When estimating an effect of an action with a randomized or observational study, that study is often not a random sample of the desired target population. Instead, estimates from that study can be transported to the target population. However, transportability methods generally rely on a positivity assumption, such that all relevant covariate patterns in the target population are also observed in the study sample. Strict eligibility criteria, particularly in the context of randomized trials, may lead to violations of this assumption. Two common approaches to address positivity violations are restricting the target population and restricting the relevant covariate set. As neither of these restrictions are ideal, we instead propose a synthesis of statistical and simulation models to address positivity violations. We propose corresponding g-computation and inverse probability weighting estimators. The restriction and synthesis approaches to addressing positivity violations are contrasted with a simulation experiment and an illustrative example in the context of sexually transmitted infection testing uptake. In both cases, the proposed synthesis approach accurately addressed the original research question when paired with a thoughtfully selected simulation model. Neither of the restriction approaches were able to accurately address the motivating question. As public health decisions must often be made with imperfect target population information, model synthesis is a viable approach given a combination of empirical data and external information based on the best available knowledge.

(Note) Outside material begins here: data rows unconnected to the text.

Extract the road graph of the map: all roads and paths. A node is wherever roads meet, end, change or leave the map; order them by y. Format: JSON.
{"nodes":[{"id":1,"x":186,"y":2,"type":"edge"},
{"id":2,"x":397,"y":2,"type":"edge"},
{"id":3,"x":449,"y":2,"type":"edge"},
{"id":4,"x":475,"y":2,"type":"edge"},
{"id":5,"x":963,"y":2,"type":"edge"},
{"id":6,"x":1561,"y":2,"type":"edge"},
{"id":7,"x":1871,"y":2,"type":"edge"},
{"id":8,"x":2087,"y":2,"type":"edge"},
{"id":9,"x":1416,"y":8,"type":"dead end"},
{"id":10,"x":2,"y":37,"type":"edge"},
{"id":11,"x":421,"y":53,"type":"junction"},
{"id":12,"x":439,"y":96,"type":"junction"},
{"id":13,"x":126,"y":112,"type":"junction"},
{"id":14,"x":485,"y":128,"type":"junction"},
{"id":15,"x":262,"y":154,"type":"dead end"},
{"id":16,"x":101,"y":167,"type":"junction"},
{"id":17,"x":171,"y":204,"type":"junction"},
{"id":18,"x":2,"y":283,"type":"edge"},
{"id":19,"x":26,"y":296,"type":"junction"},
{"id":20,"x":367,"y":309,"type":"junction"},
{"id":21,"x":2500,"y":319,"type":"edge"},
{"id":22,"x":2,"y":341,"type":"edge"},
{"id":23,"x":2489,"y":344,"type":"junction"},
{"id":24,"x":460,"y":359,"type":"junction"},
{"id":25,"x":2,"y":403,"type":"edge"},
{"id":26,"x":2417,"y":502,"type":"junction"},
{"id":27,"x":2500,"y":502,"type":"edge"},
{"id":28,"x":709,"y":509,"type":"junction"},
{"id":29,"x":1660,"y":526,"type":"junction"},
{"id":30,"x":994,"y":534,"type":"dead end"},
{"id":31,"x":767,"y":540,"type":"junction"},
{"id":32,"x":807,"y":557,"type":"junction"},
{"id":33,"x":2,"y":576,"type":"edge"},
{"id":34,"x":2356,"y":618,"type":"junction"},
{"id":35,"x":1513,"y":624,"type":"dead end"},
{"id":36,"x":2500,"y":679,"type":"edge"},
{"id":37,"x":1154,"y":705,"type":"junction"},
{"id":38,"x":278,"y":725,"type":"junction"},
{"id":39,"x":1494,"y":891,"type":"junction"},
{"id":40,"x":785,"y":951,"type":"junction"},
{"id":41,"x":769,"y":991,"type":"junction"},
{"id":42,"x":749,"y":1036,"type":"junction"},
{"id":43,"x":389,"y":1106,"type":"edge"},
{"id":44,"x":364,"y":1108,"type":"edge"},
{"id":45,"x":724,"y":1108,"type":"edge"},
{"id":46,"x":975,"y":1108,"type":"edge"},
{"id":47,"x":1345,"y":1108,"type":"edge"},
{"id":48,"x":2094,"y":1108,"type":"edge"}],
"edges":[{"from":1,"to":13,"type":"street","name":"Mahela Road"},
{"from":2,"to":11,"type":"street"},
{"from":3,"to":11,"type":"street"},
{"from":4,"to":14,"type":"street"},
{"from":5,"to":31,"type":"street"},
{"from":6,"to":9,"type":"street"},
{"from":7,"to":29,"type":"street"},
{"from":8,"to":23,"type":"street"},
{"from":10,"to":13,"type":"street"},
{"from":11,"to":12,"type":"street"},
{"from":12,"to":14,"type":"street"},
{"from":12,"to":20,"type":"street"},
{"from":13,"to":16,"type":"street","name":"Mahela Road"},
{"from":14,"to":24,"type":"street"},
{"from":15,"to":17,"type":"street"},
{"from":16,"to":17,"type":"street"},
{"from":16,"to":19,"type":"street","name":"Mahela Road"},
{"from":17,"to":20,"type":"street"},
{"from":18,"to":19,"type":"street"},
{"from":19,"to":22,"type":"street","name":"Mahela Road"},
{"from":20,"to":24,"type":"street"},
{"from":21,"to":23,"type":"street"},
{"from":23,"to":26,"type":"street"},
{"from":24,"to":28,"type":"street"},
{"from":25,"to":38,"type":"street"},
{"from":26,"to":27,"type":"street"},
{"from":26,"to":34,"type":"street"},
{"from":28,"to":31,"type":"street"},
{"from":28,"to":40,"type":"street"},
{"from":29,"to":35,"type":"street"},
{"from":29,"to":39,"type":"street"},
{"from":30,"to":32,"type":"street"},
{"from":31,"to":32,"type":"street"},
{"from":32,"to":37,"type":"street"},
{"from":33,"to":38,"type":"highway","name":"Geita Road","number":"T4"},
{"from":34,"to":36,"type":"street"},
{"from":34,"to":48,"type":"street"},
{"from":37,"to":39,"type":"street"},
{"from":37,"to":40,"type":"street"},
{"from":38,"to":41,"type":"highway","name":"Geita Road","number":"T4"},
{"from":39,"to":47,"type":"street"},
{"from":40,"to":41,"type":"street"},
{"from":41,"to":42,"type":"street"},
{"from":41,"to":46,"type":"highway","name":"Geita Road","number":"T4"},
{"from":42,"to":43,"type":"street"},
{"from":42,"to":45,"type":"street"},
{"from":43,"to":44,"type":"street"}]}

翻译：在通过随机化或观察性研究估计干预效应时，该研究通常并非目标人群的随机样本。相反，研究中的估计值可以迁移至目标人群。然而，可迁移性方法通常依赖正性假设，即目标人群中的所有相关协变量模式在研究样本中均能被观测到。严格的入组标准（尤其是在随机试验背景下）可能导致该假设被违反。解决正性假设违反的两种常见方法是限制目标人群和限制相关协变量集。由于这两种限制均非理想方案，我们提出统计模型与仿真模型的融合方法以解决正性假设违反问题。我们提出相应的g-计算公式和逆概率加权估计量。通过性传播感染检测接受度背景下的仿真实验和实例说明，对限制方法与融合方法进行对比。在两种情景下，所提出的融合方法与精心选择的仿真模型相结合时，均能准确解决原始研究问题。而两种限制方法均无法准确回答核心问题。由于公共卫生决策常需在目标人群信息不完善的情况下做出，基于实证数据与最佳可用知识的外部信息的模型融合是一种可行的方案。